Hydroelectric Development in Mexico, Palestine, and the U.S. South: Three Cases of Modern State Coproduction

AHA Session 107
Saturday, January 3, 2015: 10:30 AM-12:00 PM
Murray Hill Suite A (New York Hilton, Second Floor)
Chair:
Isa Blumi, Georgia State University
Comment:
The Audience

Session Abstract

This proposed panel explores the idea that the manipulation of nature has been central to the often contentious and painful process of modern state formation and that the project of modernity produced certain types of nature to be put to use for the greater national good. These uneven and contested processes of co-production become especially clear, as the proposed papers demonstrate, upon consideration of alterations to waterscapes for the generation of hydroelectricity in developing regions around the globe.
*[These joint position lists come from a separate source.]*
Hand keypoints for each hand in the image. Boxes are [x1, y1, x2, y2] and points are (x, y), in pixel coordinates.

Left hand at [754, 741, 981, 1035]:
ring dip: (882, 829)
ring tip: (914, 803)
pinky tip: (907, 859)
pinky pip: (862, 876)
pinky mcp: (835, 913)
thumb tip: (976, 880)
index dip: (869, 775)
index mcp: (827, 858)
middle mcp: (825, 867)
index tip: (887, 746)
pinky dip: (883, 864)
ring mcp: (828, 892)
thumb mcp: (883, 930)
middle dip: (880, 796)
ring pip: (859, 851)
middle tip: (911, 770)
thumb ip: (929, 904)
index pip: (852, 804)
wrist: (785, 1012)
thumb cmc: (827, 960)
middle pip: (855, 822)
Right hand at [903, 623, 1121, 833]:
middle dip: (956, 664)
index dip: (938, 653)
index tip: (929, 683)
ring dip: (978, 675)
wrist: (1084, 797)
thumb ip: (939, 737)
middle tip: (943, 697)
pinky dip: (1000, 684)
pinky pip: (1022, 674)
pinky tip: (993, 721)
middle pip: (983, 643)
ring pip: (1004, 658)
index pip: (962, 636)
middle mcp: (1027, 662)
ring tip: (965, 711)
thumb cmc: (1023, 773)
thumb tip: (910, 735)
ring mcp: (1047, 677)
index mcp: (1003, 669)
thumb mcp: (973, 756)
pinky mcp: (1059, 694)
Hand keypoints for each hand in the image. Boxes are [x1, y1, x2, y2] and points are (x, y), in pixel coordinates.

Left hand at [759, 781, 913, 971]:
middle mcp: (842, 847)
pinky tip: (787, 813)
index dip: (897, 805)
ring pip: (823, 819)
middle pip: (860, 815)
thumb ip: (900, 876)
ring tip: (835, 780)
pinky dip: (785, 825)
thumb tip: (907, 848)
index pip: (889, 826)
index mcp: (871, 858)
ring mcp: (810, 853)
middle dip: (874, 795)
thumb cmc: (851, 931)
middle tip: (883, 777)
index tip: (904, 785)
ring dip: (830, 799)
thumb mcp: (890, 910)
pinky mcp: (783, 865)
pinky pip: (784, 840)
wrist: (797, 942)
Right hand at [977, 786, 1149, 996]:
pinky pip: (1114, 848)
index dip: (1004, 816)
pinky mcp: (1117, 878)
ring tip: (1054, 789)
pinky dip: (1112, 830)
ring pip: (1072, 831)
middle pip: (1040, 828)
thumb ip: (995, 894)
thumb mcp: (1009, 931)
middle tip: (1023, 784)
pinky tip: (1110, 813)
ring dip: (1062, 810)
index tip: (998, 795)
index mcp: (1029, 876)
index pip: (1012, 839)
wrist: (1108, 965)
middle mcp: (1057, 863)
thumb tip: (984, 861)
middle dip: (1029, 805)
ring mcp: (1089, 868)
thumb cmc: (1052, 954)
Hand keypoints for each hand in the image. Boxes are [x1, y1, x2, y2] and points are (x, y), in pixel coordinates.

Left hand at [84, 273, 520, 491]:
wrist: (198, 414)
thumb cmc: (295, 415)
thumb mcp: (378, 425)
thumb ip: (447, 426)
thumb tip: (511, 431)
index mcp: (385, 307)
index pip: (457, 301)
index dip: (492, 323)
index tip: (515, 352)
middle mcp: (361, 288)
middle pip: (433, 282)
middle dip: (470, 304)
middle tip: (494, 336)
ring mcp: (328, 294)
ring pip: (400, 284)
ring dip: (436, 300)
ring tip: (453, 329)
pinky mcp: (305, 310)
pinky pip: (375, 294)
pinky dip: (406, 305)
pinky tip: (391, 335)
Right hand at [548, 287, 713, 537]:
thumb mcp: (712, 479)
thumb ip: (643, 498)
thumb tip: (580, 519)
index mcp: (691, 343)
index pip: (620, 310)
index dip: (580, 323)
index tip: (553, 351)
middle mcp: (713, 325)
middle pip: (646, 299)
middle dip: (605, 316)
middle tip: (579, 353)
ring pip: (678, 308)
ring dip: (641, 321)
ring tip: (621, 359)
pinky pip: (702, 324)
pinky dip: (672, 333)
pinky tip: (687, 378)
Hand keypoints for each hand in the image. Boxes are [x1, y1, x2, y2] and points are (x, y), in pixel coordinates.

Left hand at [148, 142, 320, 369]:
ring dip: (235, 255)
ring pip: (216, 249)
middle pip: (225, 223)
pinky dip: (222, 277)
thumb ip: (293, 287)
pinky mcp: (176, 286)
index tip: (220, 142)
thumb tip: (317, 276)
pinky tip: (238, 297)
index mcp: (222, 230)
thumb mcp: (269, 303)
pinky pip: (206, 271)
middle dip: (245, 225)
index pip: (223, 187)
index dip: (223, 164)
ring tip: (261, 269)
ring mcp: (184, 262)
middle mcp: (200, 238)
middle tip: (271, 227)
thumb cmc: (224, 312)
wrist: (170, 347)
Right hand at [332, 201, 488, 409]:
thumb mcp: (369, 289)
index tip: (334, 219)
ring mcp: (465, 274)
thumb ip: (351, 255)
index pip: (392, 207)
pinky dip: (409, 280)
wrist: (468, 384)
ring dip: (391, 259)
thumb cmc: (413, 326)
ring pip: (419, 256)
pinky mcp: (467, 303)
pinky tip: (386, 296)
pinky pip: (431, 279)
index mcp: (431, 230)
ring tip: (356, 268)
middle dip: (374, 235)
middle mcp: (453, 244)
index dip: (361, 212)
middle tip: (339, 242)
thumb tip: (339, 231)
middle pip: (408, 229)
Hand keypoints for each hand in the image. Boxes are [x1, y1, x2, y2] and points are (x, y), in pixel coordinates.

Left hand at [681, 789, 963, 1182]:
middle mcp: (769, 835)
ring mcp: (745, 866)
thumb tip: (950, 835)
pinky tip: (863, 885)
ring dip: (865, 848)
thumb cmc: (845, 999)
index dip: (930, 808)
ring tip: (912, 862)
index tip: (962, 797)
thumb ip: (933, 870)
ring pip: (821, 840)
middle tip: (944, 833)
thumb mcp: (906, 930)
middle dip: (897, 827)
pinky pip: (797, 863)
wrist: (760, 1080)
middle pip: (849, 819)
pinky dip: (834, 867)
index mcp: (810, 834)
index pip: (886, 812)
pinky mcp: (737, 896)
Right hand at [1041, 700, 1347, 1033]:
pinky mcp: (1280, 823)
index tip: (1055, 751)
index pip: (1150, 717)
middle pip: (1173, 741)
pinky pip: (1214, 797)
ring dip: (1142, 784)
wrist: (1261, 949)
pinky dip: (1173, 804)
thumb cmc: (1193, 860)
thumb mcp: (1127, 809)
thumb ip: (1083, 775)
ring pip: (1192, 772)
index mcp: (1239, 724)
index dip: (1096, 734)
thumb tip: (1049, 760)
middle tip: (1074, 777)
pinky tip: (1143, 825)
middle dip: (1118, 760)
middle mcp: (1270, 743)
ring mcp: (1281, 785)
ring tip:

Jonathan Hill’s paper analyzes the introduction of hydroelectric power into late-nineteenth-century Mexico during the modernizing presidency of Porfirio Díaz. Driven by North American capital and technology, this process transformed longstanding patterns of land and water use and triggered wider debates over the proper relationship of the state, private business interests, and individuals in appropriating natural resources. Fredrik Meiton’s paper explores the political economy of two Levantine rivers, the Jordan and the Yarmuk, as they were transformed, in the 1920s and 1930s, into national boundary markers and the site of hydroelectric power generation. Casey Cater’s paper examines the public-private clash over a proposed federal dam on the Savannah River in the early post-World War II US South. The outcome of this struggle—fought centrally over whether private capital or public interests would control nature and electricity—had broad implications for the role of the American state at the dawn of the Cold War and for the second half of the twentieth century. While each of the proposed papers considers a different region and different issues through the first half of the twentieth century, the panel as a whole speaks to scholars' broader concerns about energy development, environmental change, and political economy in global context, suggesting that people’s imaginations of, actions upon, and clashes over nature have been inextricably intertwined with the evolution of the modern state.